Si preocupante es el cierre de una cultura a cualquier influjo externo, no es menos arriesgada -advierte Juan Pablo II- «la servil aceptación» de «modelos culturales del mundo occidental que, ya desconectados de su ambiente cristiano, se inspiran en una concepción secularizada y prácticamente atea de la vida y en formas de individualismo radical. Se trata de un fenómeno de vastas proporciones, sostenido por poderosas campañas de los medios de comunicación social, que tienden a proponer estilos de vida, proyectos sociales y económicos y, en definitiva, una visión general de la realidad que erosiona internamente organizaciones culturales distintas y civilizaciones nobilísimas».

La integración cultural de los inmigrantes

El diálogo entre las culturas se pone a prueba también ante el fenómeno de las migraciones. Aquí el Papa aborda cuestiones que hoy son motivo de debate en los países de inmigración. ¿Hasta qué punto hay que respetar las peculiaridades culturales de los inmigrantes y, a su vez, con qué actitud deben integrarse estos? «Las características culturales que los emigrantes llevan consigo han de ser respetadas y acogidas en la medida en que no se contraponen a los valores éticos universales, ínsitos en la ley natural, y a los derechos humanos fundamentales».

«Más difícil es -reconoce el Papa- determinar hasta dónde llega el derecho de los emigrantes al reconocimiento jurídico público de sus manifestaciones culturales específicas, cuando estas no se acomodan fácilmente a las costumbres de la mayoría de los ciudadanos». Habida cuenta de la importancia que tiene el aprecio a la cultura característica de un territorio, «puede considerarse plausible una orientación que tienda a garantizar en un determinado territorio un cierto ‘equilibrio cultural’, en correspondencia con la cultura predominante que lo ha caracterizado; un equilibrio que, aunque siempre abierto a las minorías y al respeto de sus derechos fundamentales, permita la permanencia y el desarrollo de una determinada ‘fisonomía cultural'» (lengua, tradiciones, valores) que se asocian a la experiencia de la nación.

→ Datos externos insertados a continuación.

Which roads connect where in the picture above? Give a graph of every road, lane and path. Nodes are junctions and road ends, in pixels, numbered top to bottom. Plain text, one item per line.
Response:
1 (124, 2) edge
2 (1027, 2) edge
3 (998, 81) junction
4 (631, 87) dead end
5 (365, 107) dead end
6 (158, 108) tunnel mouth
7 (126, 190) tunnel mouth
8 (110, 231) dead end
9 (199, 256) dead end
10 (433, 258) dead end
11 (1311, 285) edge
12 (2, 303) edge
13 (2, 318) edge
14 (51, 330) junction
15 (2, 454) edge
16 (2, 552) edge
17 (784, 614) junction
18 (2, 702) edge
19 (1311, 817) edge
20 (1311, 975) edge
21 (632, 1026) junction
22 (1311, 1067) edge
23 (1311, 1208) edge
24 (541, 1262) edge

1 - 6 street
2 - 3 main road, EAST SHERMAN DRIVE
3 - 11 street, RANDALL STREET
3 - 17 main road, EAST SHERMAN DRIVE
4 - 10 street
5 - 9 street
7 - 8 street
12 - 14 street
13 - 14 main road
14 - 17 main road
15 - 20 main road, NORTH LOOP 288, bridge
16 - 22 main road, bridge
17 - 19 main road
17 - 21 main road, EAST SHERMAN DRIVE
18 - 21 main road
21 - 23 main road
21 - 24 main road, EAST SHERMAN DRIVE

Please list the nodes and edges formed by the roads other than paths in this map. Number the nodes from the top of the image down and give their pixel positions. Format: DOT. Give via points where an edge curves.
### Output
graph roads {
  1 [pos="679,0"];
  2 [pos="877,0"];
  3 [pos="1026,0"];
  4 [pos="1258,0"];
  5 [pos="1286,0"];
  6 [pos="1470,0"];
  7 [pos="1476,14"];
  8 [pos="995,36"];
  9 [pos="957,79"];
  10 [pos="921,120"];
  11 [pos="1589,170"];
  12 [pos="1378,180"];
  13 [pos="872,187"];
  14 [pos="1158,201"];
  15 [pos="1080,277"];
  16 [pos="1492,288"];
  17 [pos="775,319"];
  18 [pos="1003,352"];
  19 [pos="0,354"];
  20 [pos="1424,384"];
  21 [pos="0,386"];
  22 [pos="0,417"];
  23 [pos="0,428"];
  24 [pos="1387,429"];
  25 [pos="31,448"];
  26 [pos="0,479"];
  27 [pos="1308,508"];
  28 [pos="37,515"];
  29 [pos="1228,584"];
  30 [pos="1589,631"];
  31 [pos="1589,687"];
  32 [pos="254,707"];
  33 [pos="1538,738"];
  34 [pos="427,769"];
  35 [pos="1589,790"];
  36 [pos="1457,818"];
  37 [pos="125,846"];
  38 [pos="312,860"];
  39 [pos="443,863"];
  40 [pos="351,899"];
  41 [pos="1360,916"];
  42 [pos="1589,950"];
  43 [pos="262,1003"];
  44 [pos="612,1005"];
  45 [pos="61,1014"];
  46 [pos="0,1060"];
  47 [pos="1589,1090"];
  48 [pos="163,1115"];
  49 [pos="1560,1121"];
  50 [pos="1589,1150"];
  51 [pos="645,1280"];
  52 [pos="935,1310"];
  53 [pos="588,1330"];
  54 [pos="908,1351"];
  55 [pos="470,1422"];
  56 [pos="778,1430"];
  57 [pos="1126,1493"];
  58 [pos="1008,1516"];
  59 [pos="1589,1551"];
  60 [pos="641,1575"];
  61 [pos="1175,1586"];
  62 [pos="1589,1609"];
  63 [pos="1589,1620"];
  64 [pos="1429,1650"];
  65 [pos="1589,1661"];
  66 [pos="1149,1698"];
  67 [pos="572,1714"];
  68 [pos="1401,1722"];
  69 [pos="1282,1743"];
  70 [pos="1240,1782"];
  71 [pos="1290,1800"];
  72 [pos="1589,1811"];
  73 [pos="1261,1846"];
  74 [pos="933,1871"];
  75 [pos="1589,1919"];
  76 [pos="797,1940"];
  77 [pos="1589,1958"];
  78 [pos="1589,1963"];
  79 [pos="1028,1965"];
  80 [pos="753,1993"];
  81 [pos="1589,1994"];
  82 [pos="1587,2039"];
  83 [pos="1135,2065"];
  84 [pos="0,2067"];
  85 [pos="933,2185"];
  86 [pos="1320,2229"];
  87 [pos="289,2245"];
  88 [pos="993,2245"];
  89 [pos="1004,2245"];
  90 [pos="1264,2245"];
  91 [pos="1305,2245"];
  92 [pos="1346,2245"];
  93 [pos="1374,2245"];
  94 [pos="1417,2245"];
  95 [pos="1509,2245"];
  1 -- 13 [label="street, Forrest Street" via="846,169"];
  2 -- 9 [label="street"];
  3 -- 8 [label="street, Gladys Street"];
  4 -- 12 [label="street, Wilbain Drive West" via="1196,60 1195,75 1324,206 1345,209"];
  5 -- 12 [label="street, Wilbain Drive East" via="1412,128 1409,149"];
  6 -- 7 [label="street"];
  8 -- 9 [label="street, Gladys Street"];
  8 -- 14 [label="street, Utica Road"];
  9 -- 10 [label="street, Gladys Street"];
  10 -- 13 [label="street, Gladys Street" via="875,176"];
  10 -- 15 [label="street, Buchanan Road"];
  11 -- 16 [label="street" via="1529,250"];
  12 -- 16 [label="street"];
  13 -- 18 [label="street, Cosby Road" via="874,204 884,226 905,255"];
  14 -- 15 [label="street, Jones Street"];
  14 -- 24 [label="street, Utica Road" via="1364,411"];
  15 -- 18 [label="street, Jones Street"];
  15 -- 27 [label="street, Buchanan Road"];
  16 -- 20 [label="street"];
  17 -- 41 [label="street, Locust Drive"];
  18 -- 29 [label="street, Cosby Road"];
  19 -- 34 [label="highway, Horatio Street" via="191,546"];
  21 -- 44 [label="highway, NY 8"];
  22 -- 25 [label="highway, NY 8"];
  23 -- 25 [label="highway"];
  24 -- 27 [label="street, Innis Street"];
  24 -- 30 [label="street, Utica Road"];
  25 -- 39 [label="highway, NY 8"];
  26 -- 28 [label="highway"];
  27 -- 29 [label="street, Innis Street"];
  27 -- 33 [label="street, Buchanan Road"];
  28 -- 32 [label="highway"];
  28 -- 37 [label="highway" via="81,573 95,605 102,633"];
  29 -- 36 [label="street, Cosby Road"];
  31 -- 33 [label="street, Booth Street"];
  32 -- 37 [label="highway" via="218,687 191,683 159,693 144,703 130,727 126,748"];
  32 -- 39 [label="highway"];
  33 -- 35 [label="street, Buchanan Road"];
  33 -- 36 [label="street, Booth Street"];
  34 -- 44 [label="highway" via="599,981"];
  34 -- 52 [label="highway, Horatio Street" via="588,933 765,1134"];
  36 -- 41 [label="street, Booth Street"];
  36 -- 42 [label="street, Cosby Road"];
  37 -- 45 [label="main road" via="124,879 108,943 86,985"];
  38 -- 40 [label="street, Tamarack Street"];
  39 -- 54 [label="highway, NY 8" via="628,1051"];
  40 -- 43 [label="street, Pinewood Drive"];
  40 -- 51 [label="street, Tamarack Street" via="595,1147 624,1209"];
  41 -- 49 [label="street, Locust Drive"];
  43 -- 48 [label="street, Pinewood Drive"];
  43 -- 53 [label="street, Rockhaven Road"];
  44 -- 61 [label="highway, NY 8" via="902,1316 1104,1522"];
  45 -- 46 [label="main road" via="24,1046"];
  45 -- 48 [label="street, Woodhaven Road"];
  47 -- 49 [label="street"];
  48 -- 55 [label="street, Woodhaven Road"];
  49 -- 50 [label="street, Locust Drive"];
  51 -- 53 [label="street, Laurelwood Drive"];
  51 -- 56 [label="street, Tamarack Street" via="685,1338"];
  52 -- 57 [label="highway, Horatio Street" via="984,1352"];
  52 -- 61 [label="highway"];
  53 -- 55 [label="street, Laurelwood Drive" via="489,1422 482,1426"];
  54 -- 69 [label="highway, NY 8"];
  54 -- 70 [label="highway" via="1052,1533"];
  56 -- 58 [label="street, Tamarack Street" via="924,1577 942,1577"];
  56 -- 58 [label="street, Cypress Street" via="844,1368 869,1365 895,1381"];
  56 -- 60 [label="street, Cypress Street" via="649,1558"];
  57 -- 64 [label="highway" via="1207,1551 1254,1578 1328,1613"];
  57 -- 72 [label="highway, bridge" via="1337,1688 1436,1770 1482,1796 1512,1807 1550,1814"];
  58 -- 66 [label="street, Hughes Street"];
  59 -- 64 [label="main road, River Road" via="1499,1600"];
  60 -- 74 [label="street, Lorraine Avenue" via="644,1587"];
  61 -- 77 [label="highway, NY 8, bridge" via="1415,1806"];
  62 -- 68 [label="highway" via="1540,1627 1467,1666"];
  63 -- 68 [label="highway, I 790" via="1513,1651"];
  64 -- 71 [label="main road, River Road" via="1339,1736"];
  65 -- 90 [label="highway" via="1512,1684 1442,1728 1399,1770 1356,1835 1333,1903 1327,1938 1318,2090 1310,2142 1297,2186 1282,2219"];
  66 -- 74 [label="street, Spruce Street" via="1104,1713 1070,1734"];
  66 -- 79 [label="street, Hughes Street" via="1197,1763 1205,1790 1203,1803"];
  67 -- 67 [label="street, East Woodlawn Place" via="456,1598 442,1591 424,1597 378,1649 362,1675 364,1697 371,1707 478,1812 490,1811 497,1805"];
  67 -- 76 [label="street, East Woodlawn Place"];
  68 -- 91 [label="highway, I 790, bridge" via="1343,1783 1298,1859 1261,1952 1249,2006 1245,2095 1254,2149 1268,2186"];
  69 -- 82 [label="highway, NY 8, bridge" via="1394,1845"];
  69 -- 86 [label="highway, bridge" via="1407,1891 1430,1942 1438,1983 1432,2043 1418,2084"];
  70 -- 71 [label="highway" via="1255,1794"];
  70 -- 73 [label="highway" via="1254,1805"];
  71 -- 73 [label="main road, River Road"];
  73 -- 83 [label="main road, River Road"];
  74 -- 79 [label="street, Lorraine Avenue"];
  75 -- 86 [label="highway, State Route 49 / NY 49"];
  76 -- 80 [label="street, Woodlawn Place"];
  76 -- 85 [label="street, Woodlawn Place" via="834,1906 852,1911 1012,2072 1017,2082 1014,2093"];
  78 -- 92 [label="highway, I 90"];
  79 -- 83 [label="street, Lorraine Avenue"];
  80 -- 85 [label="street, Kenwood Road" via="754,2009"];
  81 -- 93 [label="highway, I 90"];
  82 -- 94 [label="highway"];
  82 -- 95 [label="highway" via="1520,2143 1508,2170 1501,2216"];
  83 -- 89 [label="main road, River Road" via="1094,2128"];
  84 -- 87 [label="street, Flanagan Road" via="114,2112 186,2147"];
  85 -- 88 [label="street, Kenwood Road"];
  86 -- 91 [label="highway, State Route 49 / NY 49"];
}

El documento se refiere más adelante a un temor, el de perder la propia identidad. «En realidad, una cultura, en la medida en que es realmente vital, no tiene motivos para temer ser dominada, de igual manera que ninguna ley podrá mantenerla viva si ha muerto en el alma de un pueblo. Por lo demás, en el plano del diálogo entre las culturas, no se puede impedir a uno que proponga a otro los valores en que cree, con tal que se haga de manera respetuosa de la libertad y de la conciencia de las personas».